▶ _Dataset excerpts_
::::
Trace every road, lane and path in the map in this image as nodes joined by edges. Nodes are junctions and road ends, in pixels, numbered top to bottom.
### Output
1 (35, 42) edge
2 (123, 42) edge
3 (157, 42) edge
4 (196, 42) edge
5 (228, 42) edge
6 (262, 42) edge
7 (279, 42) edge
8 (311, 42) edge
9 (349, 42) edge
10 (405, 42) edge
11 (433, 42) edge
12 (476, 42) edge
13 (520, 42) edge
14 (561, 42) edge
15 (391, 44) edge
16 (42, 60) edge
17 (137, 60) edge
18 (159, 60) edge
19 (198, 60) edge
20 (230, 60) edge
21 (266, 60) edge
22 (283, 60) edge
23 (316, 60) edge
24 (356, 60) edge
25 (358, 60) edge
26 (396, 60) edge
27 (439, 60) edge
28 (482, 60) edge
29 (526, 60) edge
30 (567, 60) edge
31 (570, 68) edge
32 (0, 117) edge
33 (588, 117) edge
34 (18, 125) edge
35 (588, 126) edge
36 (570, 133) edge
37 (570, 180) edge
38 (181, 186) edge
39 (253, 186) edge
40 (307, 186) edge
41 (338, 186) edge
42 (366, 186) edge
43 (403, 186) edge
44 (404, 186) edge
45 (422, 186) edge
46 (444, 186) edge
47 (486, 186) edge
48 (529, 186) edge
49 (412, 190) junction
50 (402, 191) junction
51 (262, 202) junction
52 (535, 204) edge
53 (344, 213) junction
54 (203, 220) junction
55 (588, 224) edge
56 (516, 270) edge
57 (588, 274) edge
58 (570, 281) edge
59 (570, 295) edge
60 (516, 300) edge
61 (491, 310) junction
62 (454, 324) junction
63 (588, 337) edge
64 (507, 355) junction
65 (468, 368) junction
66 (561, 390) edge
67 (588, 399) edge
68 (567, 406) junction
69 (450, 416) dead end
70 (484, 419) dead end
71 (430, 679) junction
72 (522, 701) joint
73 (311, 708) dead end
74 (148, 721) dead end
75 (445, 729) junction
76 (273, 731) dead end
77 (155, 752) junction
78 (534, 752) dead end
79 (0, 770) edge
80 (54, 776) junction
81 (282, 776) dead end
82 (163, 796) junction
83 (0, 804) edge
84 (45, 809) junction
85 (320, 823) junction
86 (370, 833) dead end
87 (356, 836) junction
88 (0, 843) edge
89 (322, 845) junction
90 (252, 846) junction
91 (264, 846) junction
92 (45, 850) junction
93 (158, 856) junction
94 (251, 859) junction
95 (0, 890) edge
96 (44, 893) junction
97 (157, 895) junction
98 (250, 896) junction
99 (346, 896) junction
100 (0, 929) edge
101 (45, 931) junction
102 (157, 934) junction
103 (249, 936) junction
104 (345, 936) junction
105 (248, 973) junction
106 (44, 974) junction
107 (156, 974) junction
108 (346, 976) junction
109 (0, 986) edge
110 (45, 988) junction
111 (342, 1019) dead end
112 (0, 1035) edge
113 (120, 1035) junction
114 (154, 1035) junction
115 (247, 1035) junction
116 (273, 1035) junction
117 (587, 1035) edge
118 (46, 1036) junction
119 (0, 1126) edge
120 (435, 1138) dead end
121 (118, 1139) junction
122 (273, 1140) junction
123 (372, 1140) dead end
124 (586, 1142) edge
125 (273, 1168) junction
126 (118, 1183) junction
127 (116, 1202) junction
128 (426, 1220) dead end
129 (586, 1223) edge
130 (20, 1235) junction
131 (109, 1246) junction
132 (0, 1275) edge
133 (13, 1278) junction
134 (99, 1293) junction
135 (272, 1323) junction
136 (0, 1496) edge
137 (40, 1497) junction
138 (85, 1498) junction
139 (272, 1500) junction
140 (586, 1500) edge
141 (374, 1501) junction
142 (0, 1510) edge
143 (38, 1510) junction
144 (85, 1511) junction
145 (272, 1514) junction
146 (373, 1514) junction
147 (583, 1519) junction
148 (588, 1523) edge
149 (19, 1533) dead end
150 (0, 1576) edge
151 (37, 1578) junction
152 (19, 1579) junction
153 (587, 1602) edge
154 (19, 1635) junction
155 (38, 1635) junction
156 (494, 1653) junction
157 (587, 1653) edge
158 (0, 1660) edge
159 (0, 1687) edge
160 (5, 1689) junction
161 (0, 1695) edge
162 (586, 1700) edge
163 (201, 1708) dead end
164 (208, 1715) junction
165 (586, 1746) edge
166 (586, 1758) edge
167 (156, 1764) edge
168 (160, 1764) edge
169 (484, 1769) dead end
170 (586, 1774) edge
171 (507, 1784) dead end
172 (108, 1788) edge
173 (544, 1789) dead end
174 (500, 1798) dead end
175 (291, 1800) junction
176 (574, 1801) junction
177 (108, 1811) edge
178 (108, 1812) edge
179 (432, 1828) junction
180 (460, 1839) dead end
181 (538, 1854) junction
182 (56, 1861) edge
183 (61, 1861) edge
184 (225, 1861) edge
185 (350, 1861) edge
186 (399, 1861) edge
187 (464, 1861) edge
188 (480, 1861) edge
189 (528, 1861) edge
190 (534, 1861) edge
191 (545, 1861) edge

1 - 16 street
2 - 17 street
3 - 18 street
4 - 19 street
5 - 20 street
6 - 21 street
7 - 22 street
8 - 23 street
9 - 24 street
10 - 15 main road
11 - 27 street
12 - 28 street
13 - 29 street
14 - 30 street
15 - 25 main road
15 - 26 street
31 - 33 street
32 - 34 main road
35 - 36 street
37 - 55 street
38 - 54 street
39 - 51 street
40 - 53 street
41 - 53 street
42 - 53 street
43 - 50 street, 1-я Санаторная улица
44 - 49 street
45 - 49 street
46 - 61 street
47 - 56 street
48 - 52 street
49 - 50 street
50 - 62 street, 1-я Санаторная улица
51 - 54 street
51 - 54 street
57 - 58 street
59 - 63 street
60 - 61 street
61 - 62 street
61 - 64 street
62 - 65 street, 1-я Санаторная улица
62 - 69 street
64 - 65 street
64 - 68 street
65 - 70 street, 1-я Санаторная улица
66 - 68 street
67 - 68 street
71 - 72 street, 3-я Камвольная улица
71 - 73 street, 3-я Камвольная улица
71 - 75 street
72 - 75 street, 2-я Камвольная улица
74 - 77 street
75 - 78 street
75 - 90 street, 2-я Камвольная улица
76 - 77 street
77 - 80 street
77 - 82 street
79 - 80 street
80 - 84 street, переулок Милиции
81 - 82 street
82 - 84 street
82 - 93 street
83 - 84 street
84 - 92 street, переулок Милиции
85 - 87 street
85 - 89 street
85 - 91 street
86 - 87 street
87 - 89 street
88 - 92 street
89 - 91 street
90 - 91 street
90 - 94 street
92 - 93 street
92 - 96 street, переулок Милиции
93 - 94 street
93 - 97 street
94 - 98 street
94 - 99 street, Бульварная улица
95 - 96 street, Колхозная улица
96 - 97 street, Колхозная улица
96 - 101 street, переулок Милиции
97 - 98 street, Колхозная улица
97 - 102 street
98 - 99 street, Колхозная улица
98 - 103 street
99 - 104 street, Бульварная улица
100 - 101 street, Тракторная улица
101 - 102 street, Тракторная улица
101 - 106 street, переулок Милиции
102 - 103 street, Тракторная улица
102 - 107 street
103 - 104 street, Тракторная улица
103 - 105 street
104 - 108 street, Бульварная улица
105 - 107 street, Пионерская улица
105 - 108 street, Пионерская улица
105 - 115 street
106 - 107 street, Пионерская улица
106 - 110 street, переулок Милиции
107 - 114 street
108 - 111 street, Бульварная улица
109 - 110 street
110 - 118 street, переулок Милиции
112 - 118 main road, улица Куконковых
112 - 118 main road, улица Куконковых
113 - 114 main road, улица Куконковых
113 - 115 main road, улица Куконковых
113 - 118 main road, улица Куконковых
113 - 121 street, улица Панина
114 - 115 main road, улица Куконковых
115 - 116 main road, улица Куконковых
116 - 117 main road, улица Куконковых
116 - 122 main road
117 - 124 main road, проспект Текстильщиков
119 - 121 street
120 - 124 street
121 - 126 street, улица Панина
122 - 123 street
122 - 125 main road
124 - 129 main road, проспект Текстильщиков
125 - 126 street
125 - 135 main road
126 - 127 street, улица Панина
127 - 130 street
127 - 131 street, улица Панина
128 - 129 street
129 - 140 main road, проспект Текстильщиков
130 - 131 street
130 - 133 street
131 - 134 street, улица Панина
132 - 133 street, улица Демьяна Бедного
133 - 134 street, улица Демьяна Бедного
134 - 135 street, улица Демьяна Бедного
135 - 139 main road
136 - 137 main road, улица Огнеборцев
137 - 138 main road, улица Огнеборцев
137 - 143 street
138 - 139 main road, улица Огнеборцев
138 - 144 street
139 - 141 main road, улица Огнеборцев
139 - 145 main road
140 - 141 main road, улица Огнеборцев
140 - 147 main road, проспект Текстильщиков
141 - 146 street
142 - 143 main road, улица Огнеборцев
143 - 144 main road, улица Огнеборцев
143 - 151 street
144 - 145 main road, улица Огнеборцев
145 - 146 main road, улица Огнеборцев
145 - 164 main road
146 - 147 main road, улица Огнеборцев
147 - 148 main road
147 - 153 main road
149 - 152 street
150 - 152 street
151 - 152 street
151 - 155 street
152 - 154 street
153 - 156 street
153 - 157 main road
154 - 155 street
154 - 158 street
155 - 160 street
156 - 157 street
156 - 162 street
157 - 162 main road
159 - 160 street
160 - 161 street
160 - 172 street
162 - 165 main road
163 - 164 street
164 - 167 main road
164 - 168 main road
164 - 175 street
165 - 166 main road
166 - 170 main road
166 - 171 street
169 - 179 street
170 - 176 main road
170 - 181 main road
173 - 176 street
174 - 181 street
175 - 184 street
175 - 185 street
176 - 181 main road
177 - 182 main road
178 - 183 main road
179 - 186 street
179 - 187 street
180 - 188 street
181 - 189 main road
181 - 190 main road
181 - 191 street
::::
▶ _EXERCISE AIM_
State only the count of lines above that hold the string "Текстильщиков".

▶ _WRITTEN SOLUTION_
4